Russian-Australian architect

Vitaly de Gzell (1908-1977) was a Russian-Australian architect, who practised in Queensland in the modernist tradition.

== Early life ==
Vitaly de Gzell was born on 21 December 1908 in Harbin, China to Russian parents, Alexander Gzell and his wife. He was their only child. They emigrated to Australia in 1925 and Vitaly became an Australian citizen in 1935. Alexander Gzell was a furniture maker after emigrating to Australia.

Gzell completed his education in Brisbane and then proceeded to undertake a Diploma in Architecture from the Brisbane Central Technical College, graduating in 1933.

== Career ==
Gzell began work as a draughtsman with Godfrey A. Blackburne after his graduation. He was not yet a British citizen. Gzell was made a partner in 1934 with the firm going by the name Blackburne & Gzell architects. Each architect served in the military during World War II.

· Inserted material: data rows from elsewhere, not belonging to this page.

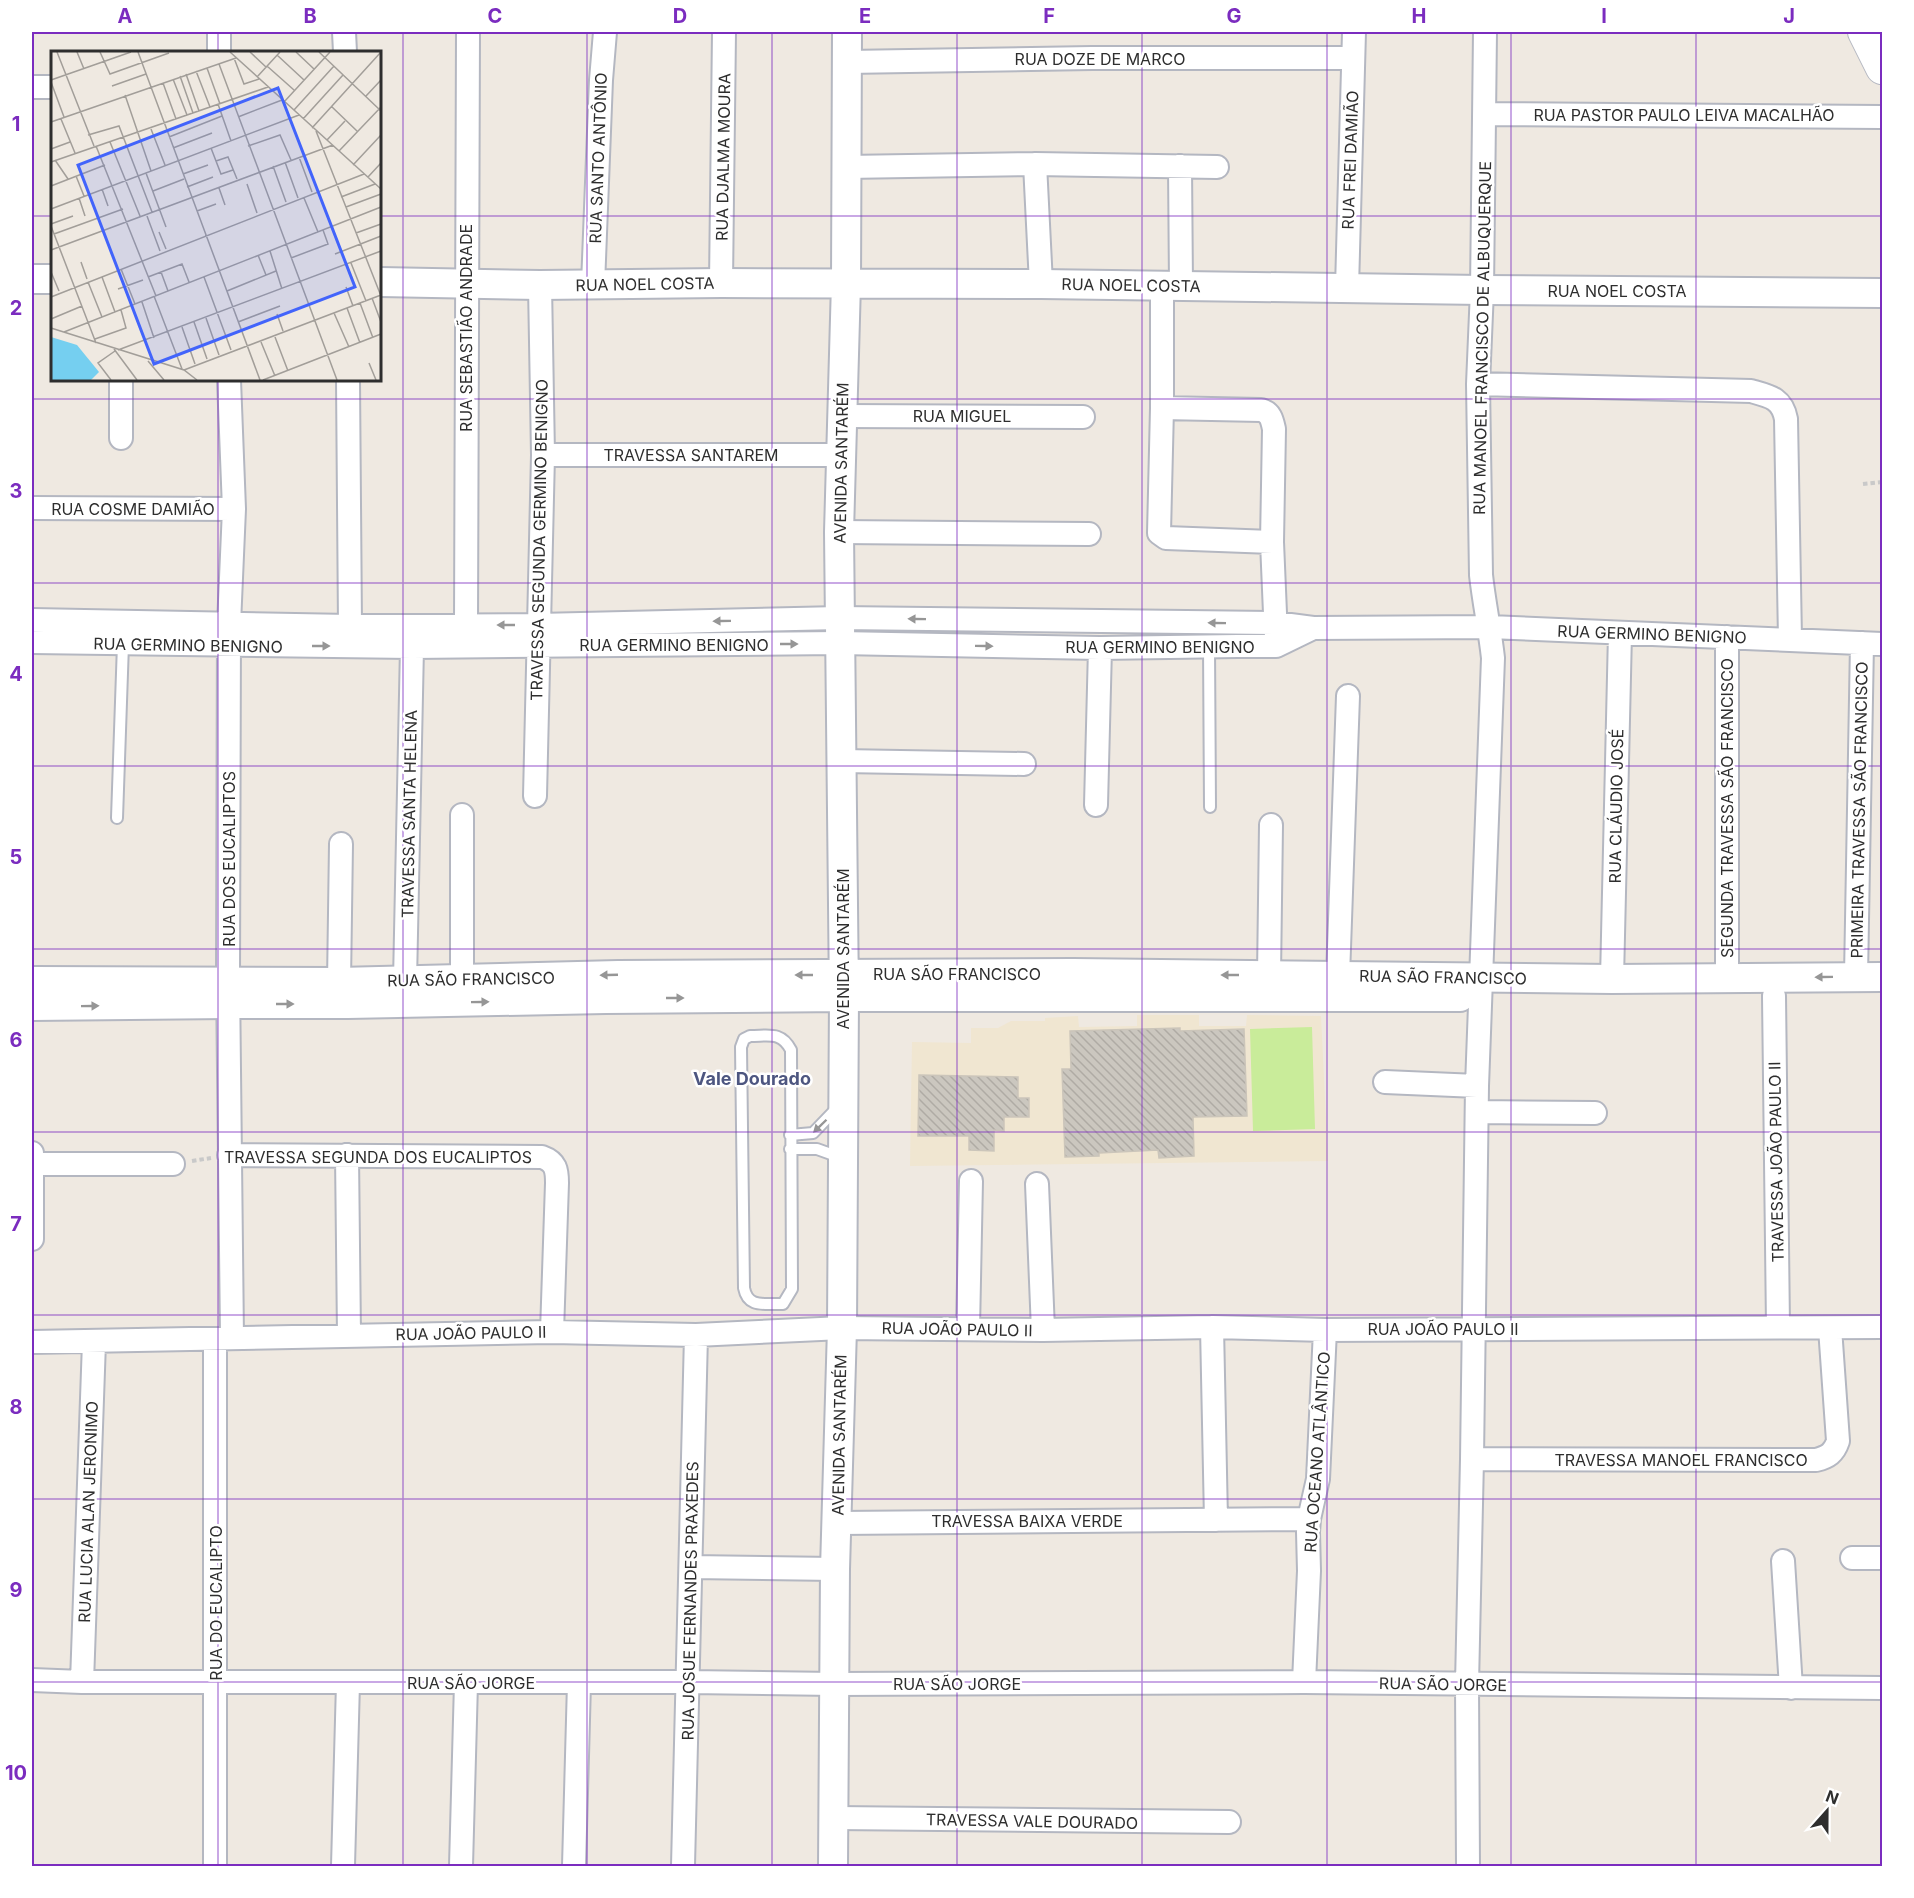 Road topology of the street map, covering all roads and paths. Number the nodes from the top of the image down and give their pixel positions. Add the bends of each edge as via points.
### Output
1 (219, 32) edge
2 (344, 32) edge
3 (468, 32) edge
4 (605, 32) edge
5 (724, 32) edge
6 (847, 32) edge
7 (1354, 32) edge
8 (1485, 32) edge
9 (1864, 32) edge
10 (219, 51) edge
11 (345, 51) edge
12 (1353, 58) junction
13 (847, 62) junction
14 (1882, 68) edge
15 (32, 87) edge
16 (51, 87) edge
17 (1485, 114) junction
18 (1882, 117) edge
19 (1035, 164) junction
20 (1180, 166) junction
21 (846, 167) junction
22 (1217, 167) dead end
23 (32, 279) edge
24 (51, 279) edge
25 (381, 282) edge
26 (721, 283) junction
27 (846, 283) junction
28 (466, 284) junction
29 (1041, 284) junction
30 (540, 285) junction
31 (593, 285) junction
32 (1171, 285) junction
33 (1347, 288) junction
34 (1482, 290) junction
35 (1882, 293) edge
36 (121, 381) edge
37 (229, 381) edge
38 (348, 381) edge
39 (1478, 384) junction
40 (1162, 408) junction
41 (842, 416) junction
42 (1083, 417) dead end
43 (121, 438) dead end
44 (840, 454) junction
45 (543, 455) junction
46 (1882, 482) edge
47 (1863, 484) dead end
48 (32, 508) edge
49 (234, 509) junction
50 (839, 532) junction
51 (1089, 534) dead end
52 (1272, 542) junction
53 (32, 620) edge
54 (1275, 623) junction
55 (466, 625) junction
56 (350, 626) junction
57 (1490, 627) junction
58 (1313, 628) junction
59 (840, 631) junction
60 (1620, 633) junction
61 (230, 635) junction
62 (538, 635) junction
63 (1727, 638) junction
64 (1790, 639) junction
65 (32, 642) edge
66 (123, 644) junction
67 (1872, 644) edge
68 (1209, 646) junction
69 (1276, 646) junction
70 (412, 647) junction
71 (1100, 648) junction
72 (1348, 696) dead end
73 (842, 761) junction
74 (1024, 764) dead end
75 (535, 796) dead end
76 (1096, 805) dead end
77 (1210, 807) dead end
78 (462, 815) dead end
79 (117, 818) dead end
80 (1271, 825) dead end
81 (341, 844) dead end
82 (1269, 975) junction
83 (1338, 976) junction
84 (1869, 976) edge
85 (1727, 978) junction
86 (1612, 979) junction
87 (462, 980) junction
88 (32, 981) edge
89 (405, 981) junction
90 (339, 982) junction
91 (844, 986) junction
92 (1481, 988) junction
93 (228, 992) junction
94 (1774, 996) junction
95 (1882, 996) edge
96 (32, 1006) edge
97 (1385, 1082) dead end
98 (1477, 1086) junction
99 (843, 1103) junction
100 (1477, 1112) junction
101 (1594, 1113) dead end
102 (790, 1135) junction
103 (790, 1149) junction
104 (32, 1153) edge
105 (229, 1155) junction
106 (347, 1155) junction
107 (843, 1158) junction
108 (32, 1164) edge
109 (173, 1164) joint
110 (971, 1181) dead end
111 (1037, 1184) dead end
112 (32, 1239) edge
113 (1212, 1327) junction
114 (1882, 1327) edge
115 (842, 1328) junction
116 (1778, 1328) junction
117 (1830, 1328) junction
118 (968, 1329) junction
119 (1474, 1329) junction
120 (1043, 1330) junction
121 (1325, 1330) junction
122 (552, 1332) junction
123 (349, 1335) junction
124 (696, 1335) junction
125 (224, 1338) junction
126 (32, 1342) edge
127 (94, 1342) junction
128 (1473, 1460) junction
129 (1309, 1519) junction
130 (1216, 1520) junction
131 (838, 1523) junction
132 (1852, 1558) dead end
133 (1882, 1558) edge
134 (1783, 1561) dead end
135 (691, 1567) junction
136 (835, 1569) junction
137 (32, 1680) edge
138 (82, 1682) junction
139 (216, 1682) junction
140 (688, 1682) junction
141 (1304, 1682) junction
142 (348, 1683) junction
143 (466, 1683) junction
144 (579, 1683) junction
145 (835, 1684) junction
146 (1467, 1684) junction
147 (1791, 1688) junction
148 (1882, 1688) edge
149 (834, 1818) junction
150 (1229, 1822) dead end
151 (215, 1866) edge
152 (343, 1866) edge
153 (461, 1866) edge
154 (574, 1866) edge
155 (683, 1866) edge
156 (833, 1866) edge
157 (1468, 1866) edge

1 - 10 street
2 - 11 street
3 - 28 street, RUA SEBASTIÃO ANDRADE
4 - 31 street, RUA SANTO ANTÔNIO
5 - 26 street, RUA DJALMA MOURA
6 - 13 street, AVENIDA SANTARÉM
7 - 12 street, RUA FREI DAMIÃO
8 - 17 street, RUA MANOEL FRANCISCO DE ALBUQUERQUE
9 - 14 main road
12 - 13 street, RUA DOZE DE MARCO
12 - 33 street, RUA FREI DAMIÃO
13 - 21 street, AVENIDA SANTARÉM
15 - 16 street
17 - 18 street, RUA PASTOR PAULO LEIVA MACALHÃO
17 - 34 street, RUA MANOEL FRANCISCO DE ALBUQUERQUE
19 - 20 street
19 - 21 street
19 - 29 street
20 - 22 street
20 - 32 street
21 - 27 street, AVENIDA SANTARÉM
23 - 24 street
25 - 28 street, RUA NOEL COSTA
26 - 27 street, RUA NOEL COSTA
26 - 31 street, RUA NOEL COSTA
27 - 29 street, RUA NOEL COSTA
27 - 41 street, AVENIDA SANTARÉM
28 - 30 street, RUA NOEL COSTA
28 - 55 street, RUA SEBASTIÃO ANDRADE
29 - 32 street, RUA NOEL COSTA
30 - 31 street, RUA NOEL COSTA
30 - 45 street, TRAVESSA SEGUNDA GERMINO BENIGNO
32 - 33 street, RUA NOEL COSTA
32 - 40 street
33 - 34 street, RUA NOEL COSTA
34 - 35 street, RUA NOEL COSTA
34 - 39 street, RUA MANOEL FRANCISCO DE ALBUQUERQUE
36 - 43 street
37 - 49 street, RUA DOS EUCALIPTOS
38 - 56 street
39 - 57 street, RUA MANOEL FRANCISCO DE ALBUQUERQUE via 1481,575
39 - 64 street via 1750,391 1779,402 1786,419
40 - 52 street via 1261,410 1269,414 1274,429
40 - 52 street via 1160,536
41 - 42 street, RUA MIGUEL
41 - 44 street, AVENIDA SANTARÉM
44 - 45 street, TRAVESSA SANTAREM
44 - 50 street, AVENIDA SANTARÉM
45 - 62 street, TRAVESSA SEGUNDA GERMINO BENIGNO
46 - 47 path
48 - 49 street, RUA COSME DAMIÃO
49 - 61 street, RUA DOS EUCALIPTOS
50 - 51 street
50 - 59 street, AVENIDA SANTARÉM
52 - 54 street
53 - 61 street, RUA GERMINO BENIGNO
54 - 58 street, RUA GERMINO BENIGNO
54 -> 59 street, RUA GERMINO BENIGNO
54 - 69 street
55 - 56 street, RUA GERMINO BENIGNO
62 -> 55 street, RUA GERMINO BENIGNO
56 - 61 street, RUA GERMINO BENIGNO
57 - 58 street, RUA GERMINO BENIGNO
57 - 60 street, RUA GERMINO BENIGNO
57 - 92 street, RUA MANOEL FRANCISCO DE ALBUQUERQUE
58 - 69 street, RUA GERMINO BENIGNO
59 - 62 street, RUA GERMINO BENIGNO
59 -> 71 street, RUA GERMINO BENIGNO
59 - 73 street, AVENIDA SANTARÉM
60 - 63 street, RUA GERMINO BENIGNO
60 - 86 street, RUA CLÁUDIO JOSÉ
61 - 66 street, RUA GERMINO BENIGNO
61 -> 70 street, RUA GERMINO BENIGNO
61 - 93 street, RUA DOS EUCALIPTOS
62 - 70 street, RUA GERMINO BENIGNO
62 - 75 street, TRAVESSA SEGUNDA GERMINO BENIGNO
63 - 64 street, RUA GERMINO BENIGNO
63 - 85 street, SEGUNDA TRAVESSA SÃO FRANCISCO
64 - 67 street, RUA GERMINO BENIGNO
65 - 66 street, RUA GERMINO BENIGNO
66 - 79 lane
67 - 84 street, PRIMEIRA TRAVESSA SÃO FRANCISCO
68 - 69 street, RUA GERMINO BENIGNO
68 - 71 street, RUA GERMINO BENIGNO
68 - 77 lane
70 - 89 street, TRAVESSA SANTA HELENA
71 - 76 street
72 - 83 street
73 - 74 street
73 - 91 street, AVENIDA SANTARÉM
78 - 87 street
80 - 82 street
81 - 90 street
82 - 83 street, RUA SÃO FRANCISCO
82 -> 91 street, RUA SÃO FRANCISCO
83 - 92 street, RUA SÃO FRANCISCO
84 -> 85 street, RUA SÃO FRANCISCO
85 - 86 street, RUA SÃO FRANCISCO
86 - 92 street, RUA SÃO FRANCISCO
87 - 89 street, RUA SÃO FRANCISCO
91 -> 87 street, RUA SÃO FRANCISCO via 618,975
88 - 93 street, RUA SÃO FRANCISCO
89 - 90 street, RUA SÃO FRANCISCO
90 - 93 street, RUA SÃO FRANCISCO
91 - 92 street, RUA SÃO FRANCISCO
93 -> 91 street, RUA SÃO FRANCISCO via 348,1004 606,999
91 - 99 street, AVENIDA SANTARÉM
92 - 94 street, RUA SÃO FRANCISCO
92 - 98 street, RUA MANOEL FRANCISCO DE ALBUQUERQUE
96 -> 93 street, RUA SÃO FRANCISCO
93 - 105 street, RUA DOS EUCALIPTOS
94 - 95 street, RUA SÃO FRANCISCO
94 - 116 street, TRAVESSA JOÃO PAULO II
97 - 98 street
98 - 100 street, RUA MANOEL FRANCISCO DE ALBUQUERQUE
99 -> 102 lane via 813,1133
99 - 107 street, AVENIDA SANTARÉM
100 - 101 street
100 - 119 street, RUA MANOEL FRANCISCO DE ALBUQUERQUE
102 - 103 lane
102 - 103 lane via 791,1050 777,1036 750,1036 741,1047 744,1288 752,1303 783,1304 792,1289
103 - 107 lane via 817,1149
104 - 108 street
105 - 106 street, TRAVESSA SEGUNDA DOS EUCALIPTOS
105 - 109 path, TRAVESSA SEGUNDA DOS EUCALIPTOS
105 - 125 street, RUA DOS EUCALIPTOS
106 - 122 street, TRAVESSA SEGUNDA DOS EUCALIPTOS via 549,1160 557,1170
106 - 123 street
107 - 115 street, AVENIDA SANTARÉM
108 - 109 street
108 - 112 street
110 - 118 street
111 - 120 street
113 - 120 street, RUA JOÃO PAULO II
113 - 121 street, RUA JOÃO PAULO II
113 - 130 street
114 - 117 street, RUA JOÃO PAULO II
115 - 118 street, RUA JOÃO PAULO II
115 - 124 street, RUA JOÃO PAULO II
115 - 131 street, AVENIDA SANTARÉM
116 - 117 street, RUA JOÃO PAULO II
116 - 119 street, RUA JOÃO PAULO II
117 - 128 street, TRAVESSA MANOEL FRANCISCO via 1838,1441 1827,1457
118 - 120 street, RUA JOÃO PAULO II
119 - 121 street, RUA JOÃO PAULO II
119 - 128 street, RUA MANOEL FRANCISCO DE ALBUQUERQUE
121 - 129 street, RUA OCEANO ATLÂNTICO via 1318,1479
122 - 123 street, RUA JOÃO PAULO II
122 - 124 street, RUA JOÃO PAULO II
123 - 125 street, RUA JOÃO PAULO II
124 - 135 street, RUA JOSUE FERNANDES PRAXEDES
125 - 127 street, RUA JOÃO PAULO II
125 - 139 street, RUA DO EUCALIPTO
126 - 127 street, RUA JOÃO PAULO II
127 - 138 street, RUA LUCIA ALAN JERONIMO
128 - 146 street, RUA MANOEL FRANCISCO DE ALBUQUERQUE
129 - 130 street, TRAVESSA BAIXA VERDE
129 - 141 street, RUA OCEANO ATLÂNTICO
130 - 131 street, TRAVESSA BAIXA VERDE
131 - 136 street, AVENIDA SANTARÉM
132 - 133 street
134 - 147 street
135 - 136 street
135 - 140 street, RUA JOSUE FERNANDES PRAXEDES
136 - 145 street, AVENIDA SANTARÉM
137 - 138 street, RUA SÃO JORGE
138 - 139 street, RUA SÃO JORGE
139 - 142 street, RUA SÃO JORGE
139 - 151 street, RUA DO EUCALIPTO
140 - 144 street, RUA SÃO JORGE
140 - 145 street, RUA SÃO JORGE
140 - 155 street, RUA JOSUE FERNANDES PRAXEDES
141 - 145 street, RUA SÃO JORGE
141 - 146 street, RUA SÃO JORGE
142 - 143 street, RUA SÃO JORGE
142 - 152 street
143 - 144 street, RUA SÃO JORGE
143 - 153 street
144 - 154 street
145 - 149 street, AVENIDA SANTARÉM
146 - 147 street, RUA SÃO JORGE
146 - 157 street, RUA MANOEL FRANCISCO DE ALBUQUERQUE
147 - 148 street, RUA SÃO JORGE
149 - 150 street, TRAVESSA VALE DOURADO
149 - 156 street, AVENIDA SANTARÉM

They dissolved their partnership in 1953 and Gzell operated his own architectural firm from 1953-1974. He was also a keen furniture maker who displayed his works in the homes he designed.

== War Service ==
He served in the Australian Army during World War II, demobilising with the rank of Major.

== Notable designs ==
Work as Blackburne & Gzell

- Dunk Island Tourist Resort (1935)
- Schureck home, Eblin Drive, Hamilton (1936)
- 54 Highland Terrace, St Lucia (1936)
- Bellevue Court, Clayfield (1937)
- Mathers House, Holland Park (1937)
- Dorchester Inn, Spring Hill (1938)
- Remodelling of Christie's Cafe, 217-219 Queen Street, Brisbane (c.1938) - it features Gzell's gazelle motif.
- Read Press Building, Fortitude Valley (1939)
- Hinda aka Rialto Lodge, Coorparoo (1940)
- Estia Court, Highgate Hill (1940)
- Alexia House, Spring Hill (1940)
- Gzell's home, 25 Aston Street, Toowong (1946–47)
- Chester Estate No. 2 at Mt Gravatt (10 houses) (1948)

Work as sole architect

- 11 Tarcoola Street, St Lucia (1957)
- 7 Herbert Street, Toowong (1957)
- The Mawby Residence, Langside Road, Hamilton (1958)
- ‘Lumeah’, Bina Avenue, Indooroopilly (1959)
- 421 Brookfield Road, Kenmore Hills (1965)
- Twelfth Night Theatre, Bowen Hills (1969)
- 12 Burgess Street, Kings Beach

== Later life ==
In his later years Gzell was well known for hosting art exhibitions and concerts in his home, Usonia (now demolished). This home had been designed for presentation to prospective clients.

== Awards and memberships ==

- President, Twelfth Night Theatre
- Founding member, Brisbane Symphony Orchestra
- Fellow of the Royal Australian Institute of Architects, 1961

== Personal life ==
Gzell married Lorna Martin in 1936. He died on 17 April 1977. They had three children, Barbara, Ian and Julie.

== Legacy ==
Correspondence relating to his architectural work is located in the University of Queensland Fryer Library.